[WHAT TO WORK ON] Your output should match the listing below word for word, without any images.

╭─ INFORMATION SUPPLIED

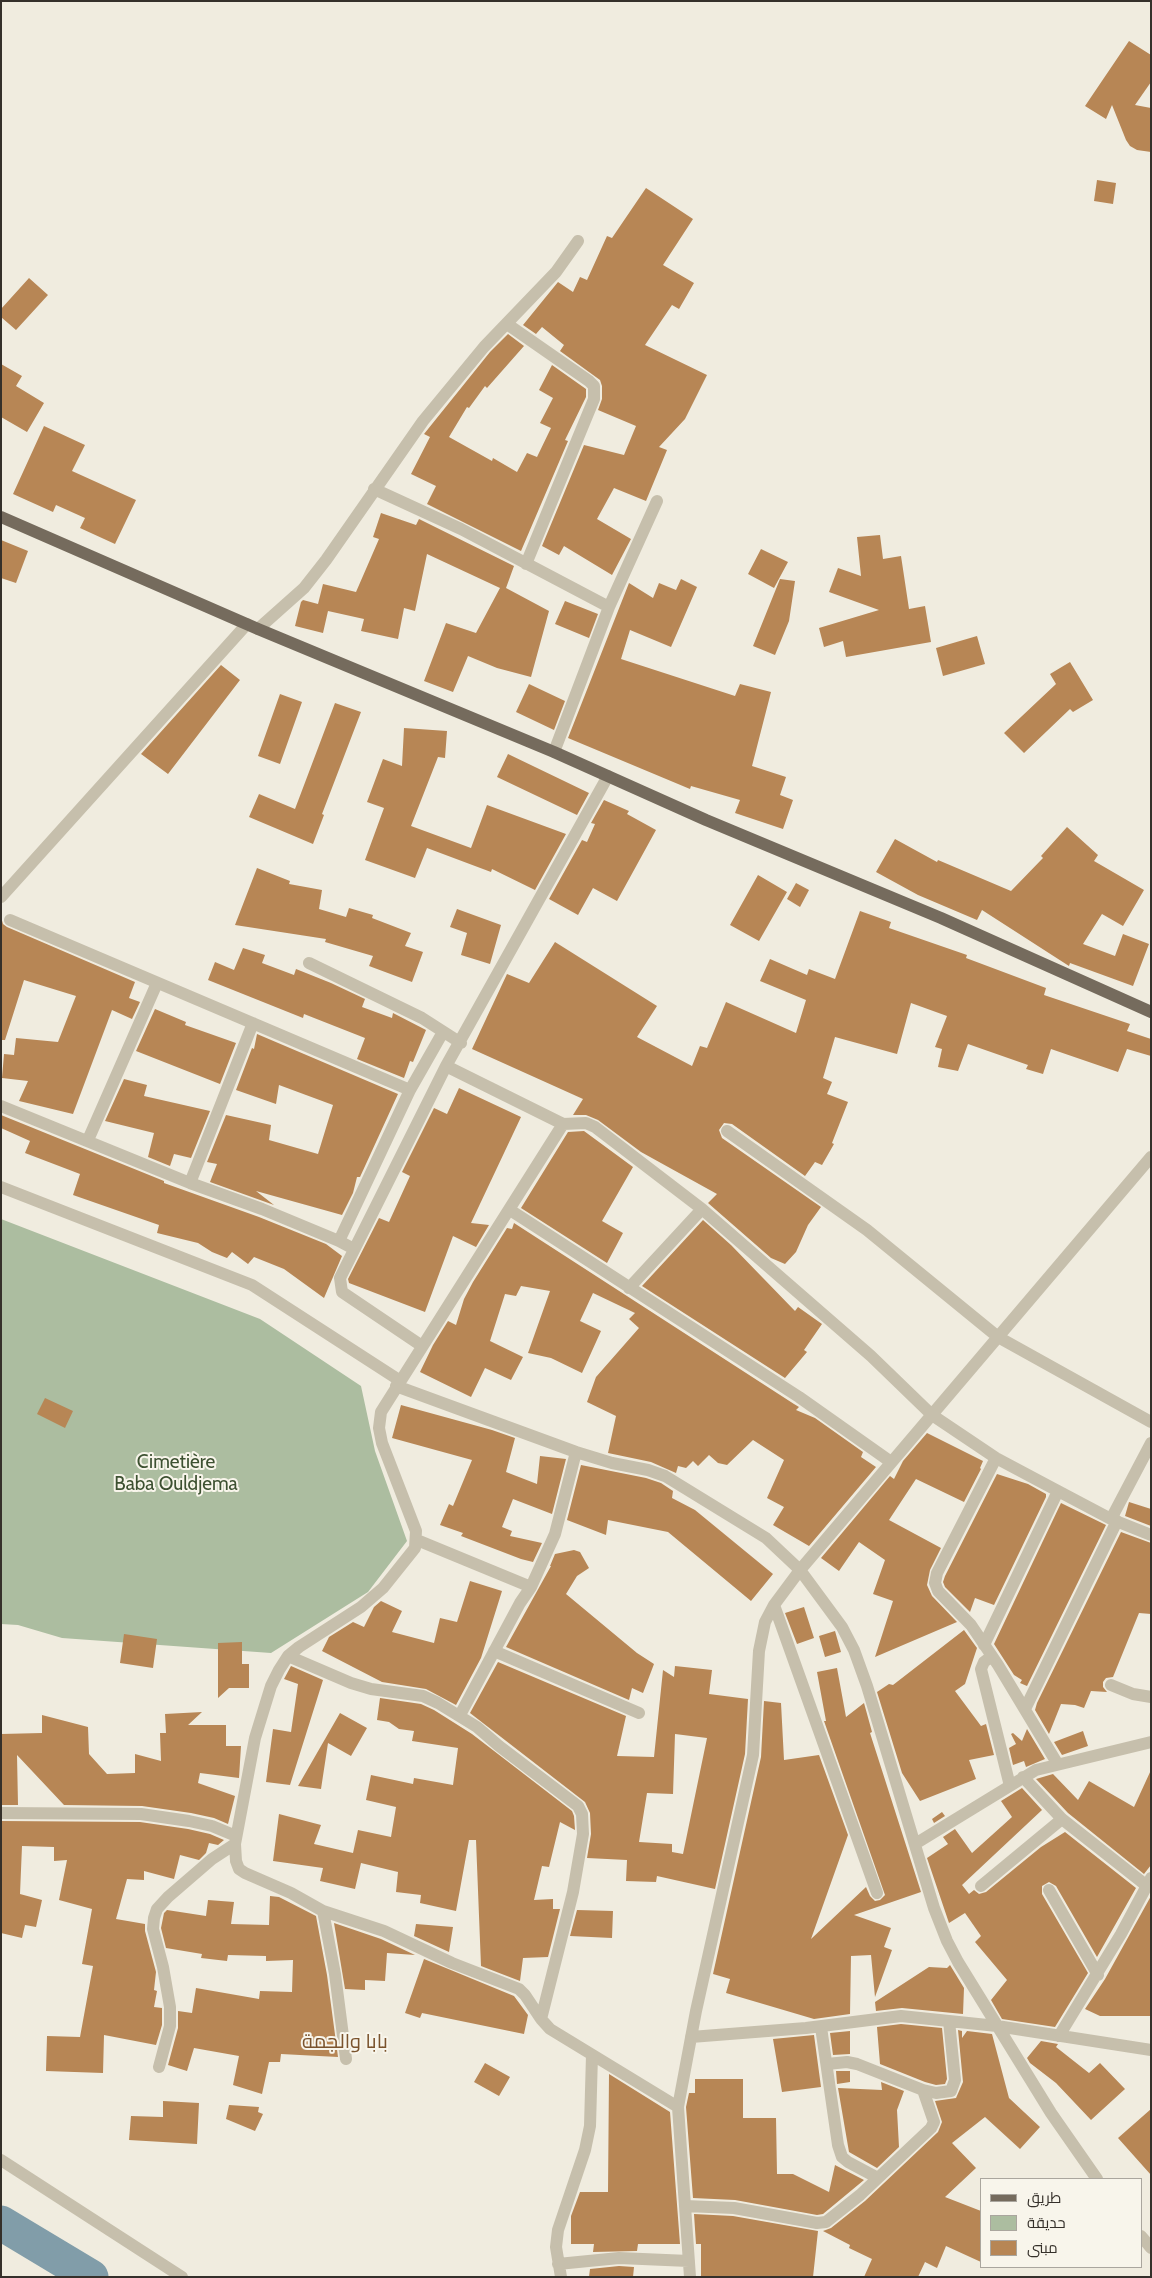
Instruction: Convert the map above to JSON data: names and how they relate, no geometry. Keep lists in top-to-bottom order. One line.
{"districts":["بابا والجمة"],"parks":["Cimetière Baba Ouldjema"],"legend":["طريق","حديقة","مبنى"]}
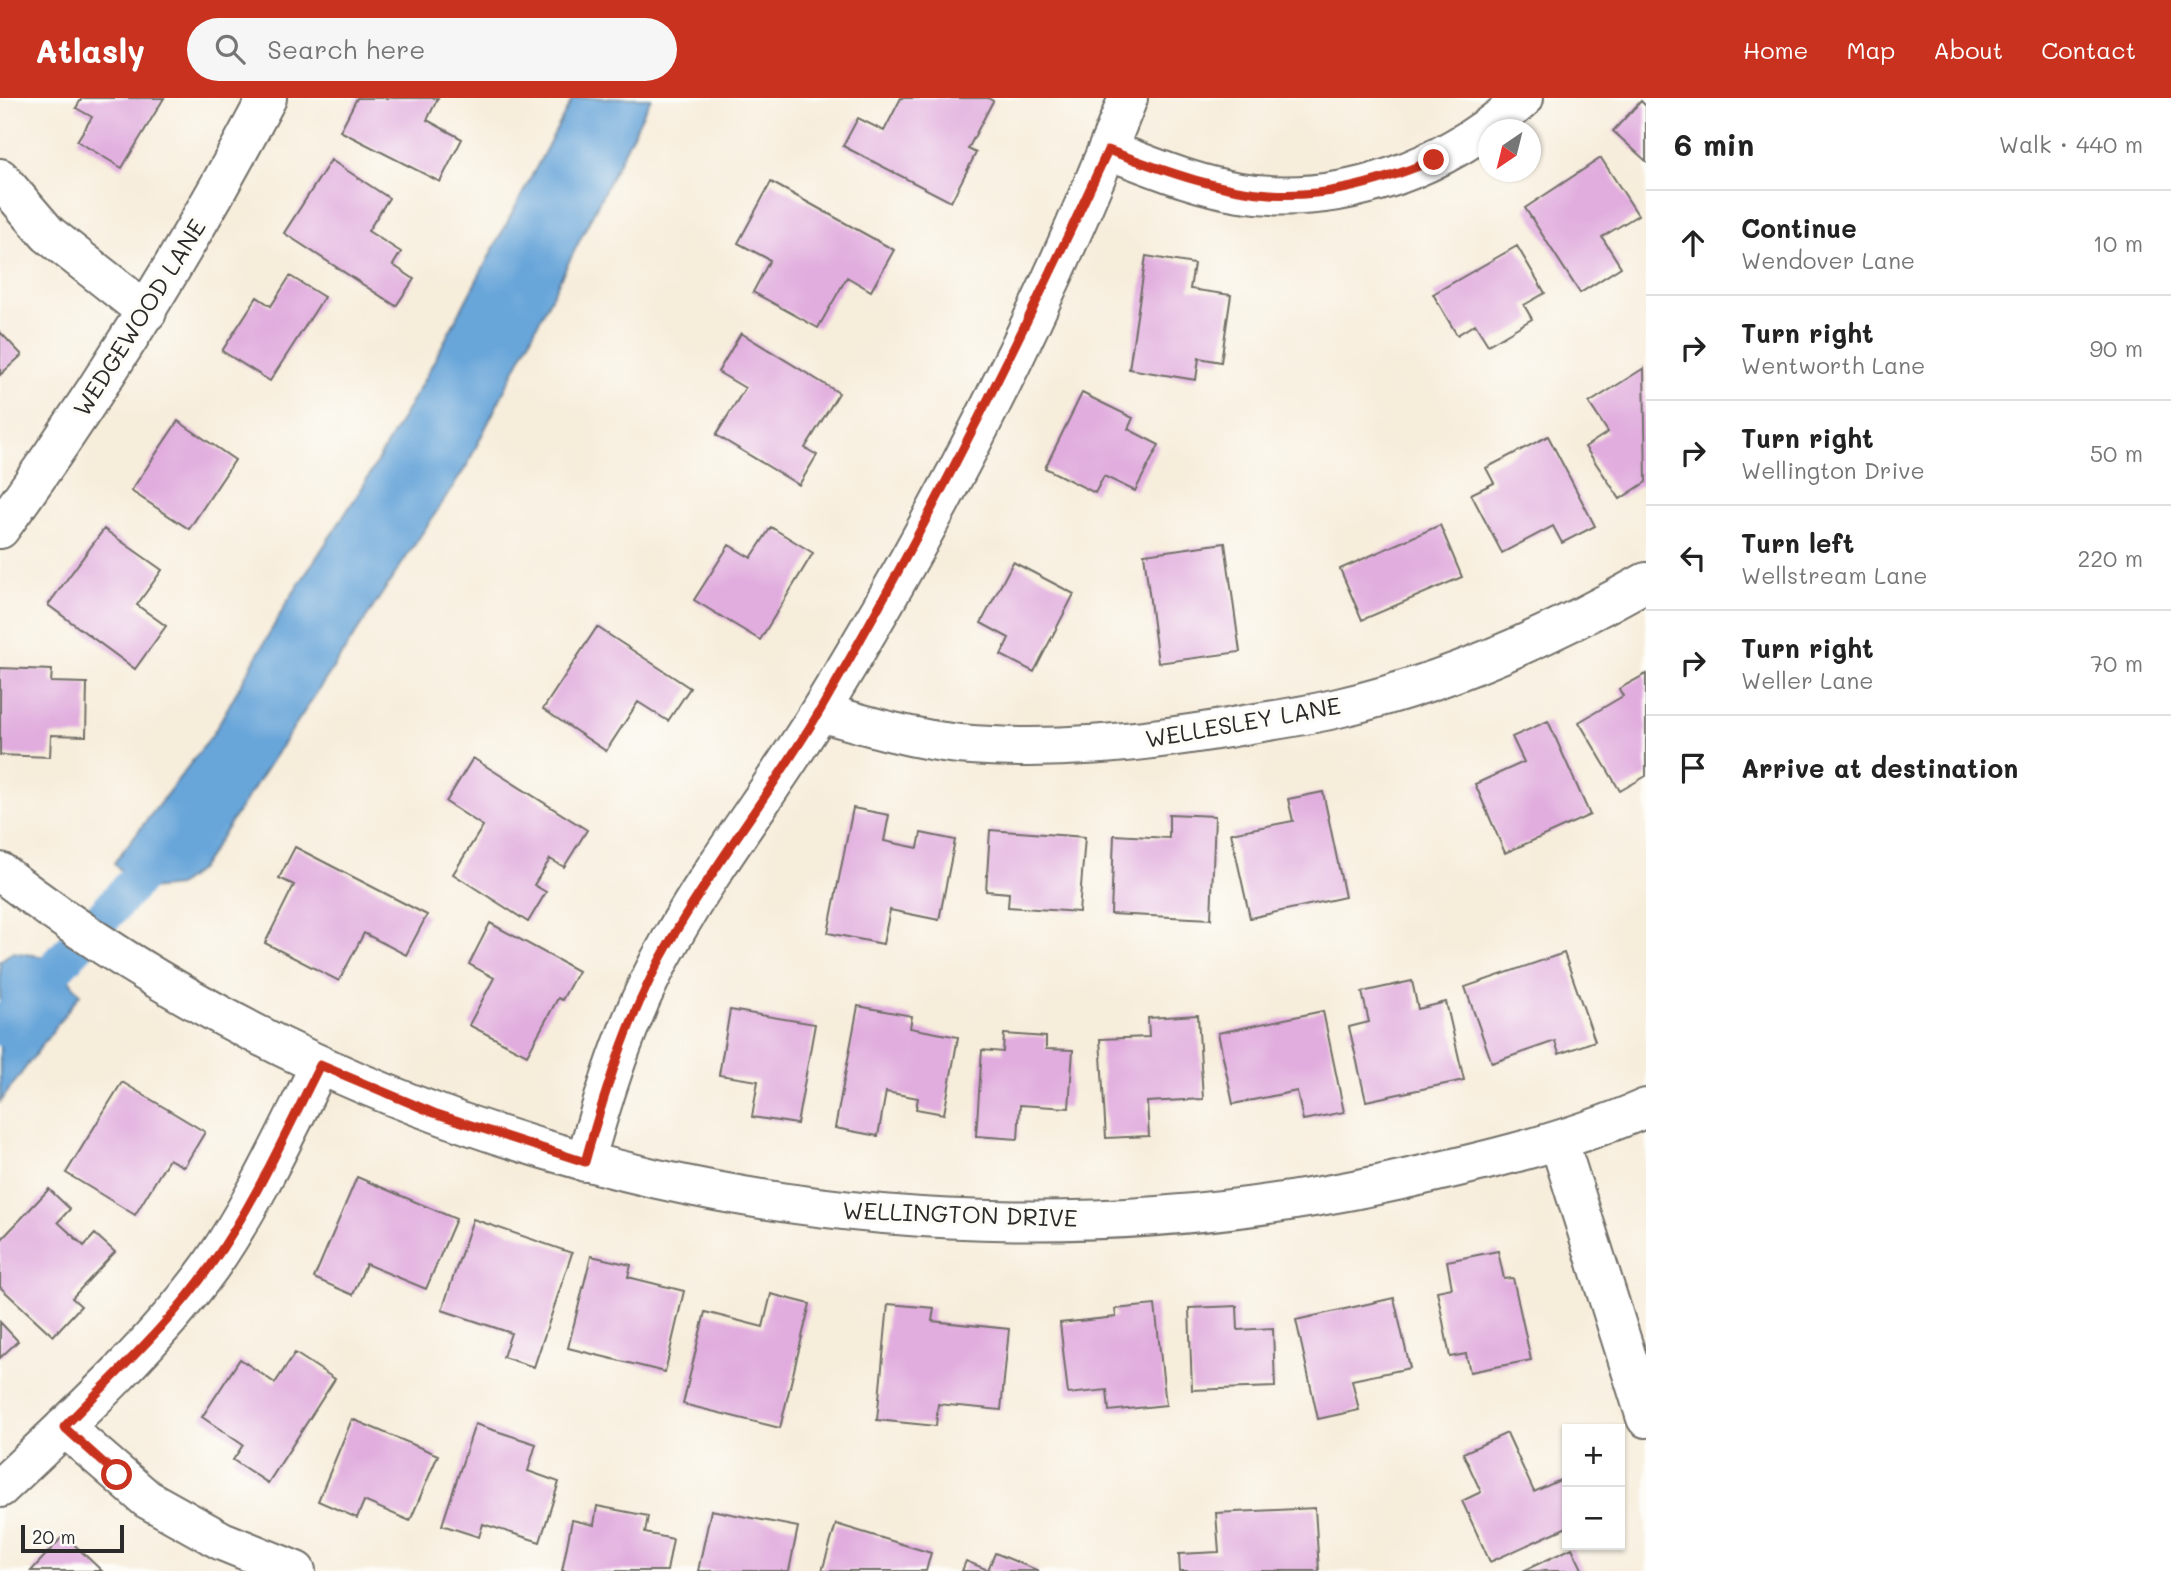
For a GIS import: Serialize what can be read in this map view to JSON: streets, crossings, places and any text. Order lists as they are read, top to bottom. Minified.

╰─

[RESPONSE TO THE TASK]
Instruction: Convert the map above to JSON data: names and how they relate, no geometry. Keep lists in top-to-bottom order. One line.
{"districts":["بابا والجمة"],"parks":["Cimetière Baba Ouldjema"],"legend":["طريق","حديقة","مبنى"]}
For a GIS import: Serialize what can be read in this map view to JSON: streets, crossings, places and any text. Order lists as they are read, top to bottom. Minified.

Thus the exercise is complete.